▶ _DATASET_

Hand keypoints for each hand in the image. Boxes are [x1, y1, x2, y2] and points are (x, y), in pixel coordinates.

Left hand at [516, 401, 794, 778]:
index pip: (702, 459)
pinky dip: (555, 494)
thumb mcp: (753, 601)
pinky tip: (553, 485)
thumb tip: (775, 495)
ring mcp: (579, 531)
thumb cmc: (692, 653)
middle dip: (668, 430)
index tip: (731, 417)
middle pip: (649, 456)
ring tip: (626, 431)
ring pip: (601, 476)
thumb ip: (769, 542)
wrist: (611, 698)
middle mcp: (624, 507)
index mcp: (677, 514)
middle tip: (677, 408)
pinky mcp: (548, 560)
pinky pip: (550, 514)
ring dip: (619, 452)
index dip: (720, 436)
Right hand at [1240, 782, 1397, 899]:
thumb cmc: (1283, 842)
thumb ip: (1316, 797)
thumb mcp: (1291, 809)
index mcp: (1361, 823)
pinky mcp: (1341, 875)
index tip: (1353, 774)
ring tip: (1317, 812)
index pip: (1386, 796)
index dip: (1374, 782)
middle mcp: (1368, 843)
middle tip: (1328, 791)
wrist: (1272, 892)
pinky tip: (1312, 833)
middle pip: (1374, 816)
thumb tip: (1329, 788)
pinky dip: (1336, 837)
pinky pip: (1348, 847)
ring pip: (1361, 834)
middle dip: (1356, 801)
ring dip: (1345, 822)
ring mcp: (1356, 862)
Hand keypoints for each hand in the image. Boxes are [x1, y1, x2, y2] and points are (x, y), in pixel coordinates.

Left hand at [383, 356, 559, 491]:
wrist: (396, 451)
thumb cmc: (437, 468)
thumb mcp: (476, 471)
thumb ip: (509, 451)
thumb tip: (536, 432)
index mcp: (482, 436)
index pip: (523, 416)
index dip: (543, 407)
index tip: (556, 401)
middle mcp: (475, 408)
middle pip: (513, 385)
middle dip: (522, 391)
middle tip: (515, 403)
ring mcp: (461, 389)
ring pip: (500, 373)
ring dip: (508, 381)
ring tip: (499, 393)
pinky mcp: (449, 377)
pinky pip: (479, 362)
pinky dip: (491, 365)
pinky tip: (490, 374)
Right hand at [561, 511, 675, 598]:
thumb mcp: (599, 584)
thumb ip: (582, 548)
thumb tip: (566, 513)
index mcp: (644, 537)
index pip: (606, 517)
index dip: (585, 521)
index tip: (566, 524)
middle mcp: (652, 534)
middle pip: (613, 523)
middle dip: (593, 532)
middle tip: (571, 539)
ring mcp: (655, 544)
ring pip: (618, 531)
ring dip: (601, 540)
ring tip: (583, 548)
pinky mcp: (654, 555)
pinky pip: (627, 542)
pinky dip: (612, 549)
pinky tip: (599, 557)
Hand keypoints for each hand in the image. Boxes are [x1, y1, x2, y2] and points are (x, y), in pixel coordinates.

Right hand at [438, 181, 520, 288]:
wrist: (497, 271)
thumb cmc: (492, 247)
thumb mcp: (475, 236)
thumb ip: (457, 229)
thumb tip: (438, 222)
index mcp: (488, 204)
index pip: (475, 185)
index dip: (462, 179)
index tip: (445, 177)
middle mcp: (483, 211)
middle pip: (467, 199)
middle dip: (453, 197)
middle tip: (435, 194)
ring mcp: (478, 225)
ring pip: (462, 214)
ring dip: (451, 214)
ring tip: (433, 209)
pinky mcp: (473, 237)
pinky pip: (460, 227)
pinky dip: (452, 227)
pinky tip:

▶ _TO DO_
Return each line above where the word "hand" shows up.

▶ _OUTPUT FOR THIS EXERCISE_
Hand keypoints for each hand in the image. Boxes are [x1, y1, x2, y2] and points are (x, y), in pixel coordinates.
Left hand at [516, 401, 794, 778]:
Right hand at [1240, 782, 1397, 899]:
Hand keypoints for each hand in the image. Boxes are [x1, y1, x2, y2] and points are (x, y), in pixel coordinates.
Left hand at [383, 356, 559, 491]:
Right hand at [561, 511, 675, 598]:
Hand keypoints for each hand in the image. Boxes are [x1, y1, x2, y2] and points are (x, y), in pixel coordinates.
Right hand at [438, 181, 520, 288]:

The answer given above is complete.